The Sehat Sahulat programme, which is state-financed health insurance currently only for hospitalisation, empanelled at one stage around 1,200 predominantly for-profit private sector hospitals across Pakistan. In this case, the government is purchasing predefined health services from private providers for its citizens. This is also a kind of PPP in which both sectors are engaging to serve the citizens better — especially those who cannot afford to pay.
There are other interfaces between the public and private sector for diagnostics, medicines, health technology, IT, public health programmes, including family planning, and others.
These and many other shades of PPPs in healthcare, in which both kinds of private health sectors are engaged with the public sector, are becoming ubiquitous not only in Pakistan but also many other L&MICs. This is the future of healthcare if these countries have to advance towards UHC in a sustainable manner.
Some may argue that this is absolving the state of its responsibility towards healthcare for the people.
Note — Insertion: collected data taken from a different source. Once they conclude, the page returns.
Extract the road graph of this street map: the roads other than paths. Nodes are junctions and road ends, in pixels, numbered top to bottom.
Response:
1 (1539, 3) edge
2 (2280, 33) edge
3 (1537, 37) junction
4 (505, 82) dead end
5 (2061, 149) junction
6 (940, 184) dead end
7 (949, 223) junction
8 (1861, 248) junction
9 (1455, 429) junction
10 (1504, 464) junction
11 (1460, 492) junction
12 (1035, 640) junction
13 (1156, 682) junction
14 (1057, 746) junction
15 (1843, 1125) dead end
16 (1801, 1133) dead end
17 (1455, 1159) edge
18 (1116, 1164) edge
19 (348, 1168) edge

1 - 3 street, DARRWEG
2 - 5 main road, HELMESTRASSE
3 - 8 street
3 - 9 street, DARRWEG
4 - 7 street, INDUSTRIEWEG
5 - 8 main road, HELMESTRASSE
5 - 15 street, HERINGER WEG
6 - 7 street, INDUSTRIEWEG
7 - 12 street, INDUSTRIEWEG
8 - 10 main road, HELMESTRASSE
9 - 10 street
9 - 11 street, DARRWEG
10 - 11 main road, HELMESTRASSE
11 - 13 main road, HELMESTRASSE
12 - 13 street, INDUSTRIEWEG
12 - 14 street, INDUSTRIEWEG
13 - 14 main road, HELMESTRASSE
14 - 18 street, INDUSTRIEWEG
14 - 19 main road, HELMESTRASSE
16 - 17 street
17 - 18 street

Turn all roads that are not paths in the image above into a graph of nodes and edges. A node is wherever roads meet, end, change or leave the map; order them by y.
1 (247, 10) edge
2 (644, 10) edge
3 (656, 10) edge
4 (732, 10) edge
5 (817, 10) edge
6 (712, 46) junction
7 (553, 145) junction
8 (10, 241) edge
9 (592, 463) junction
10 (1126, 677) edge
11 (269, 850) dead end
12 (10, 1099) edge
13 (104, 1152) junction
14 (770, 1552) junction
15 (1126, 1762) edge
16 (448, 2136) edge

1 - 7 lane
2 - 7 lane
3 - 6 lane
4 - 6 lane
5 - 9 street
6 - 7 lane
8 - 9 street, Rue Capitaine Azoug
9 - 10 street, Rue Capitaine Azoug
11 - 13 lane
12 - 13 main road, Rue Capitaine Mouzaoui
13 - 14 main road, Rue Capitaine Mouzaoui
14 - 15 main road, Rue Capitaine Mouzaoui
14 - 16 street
The counter argument is that PPPs are a means to strengthen quality healthcare and expand it to a maximum number of people through a stronger stewardship role for the state; more specifically, its contract management capacity. Done well, it can be a win-win solution.
In the coming articles, I will expand on this subject through examples and the potential of PPPs to help Pakistan redouble its pace towards UHC.
The writer is a former health minister, currently a professor of health systems & population health at Shifa Tameer-i-Millat University.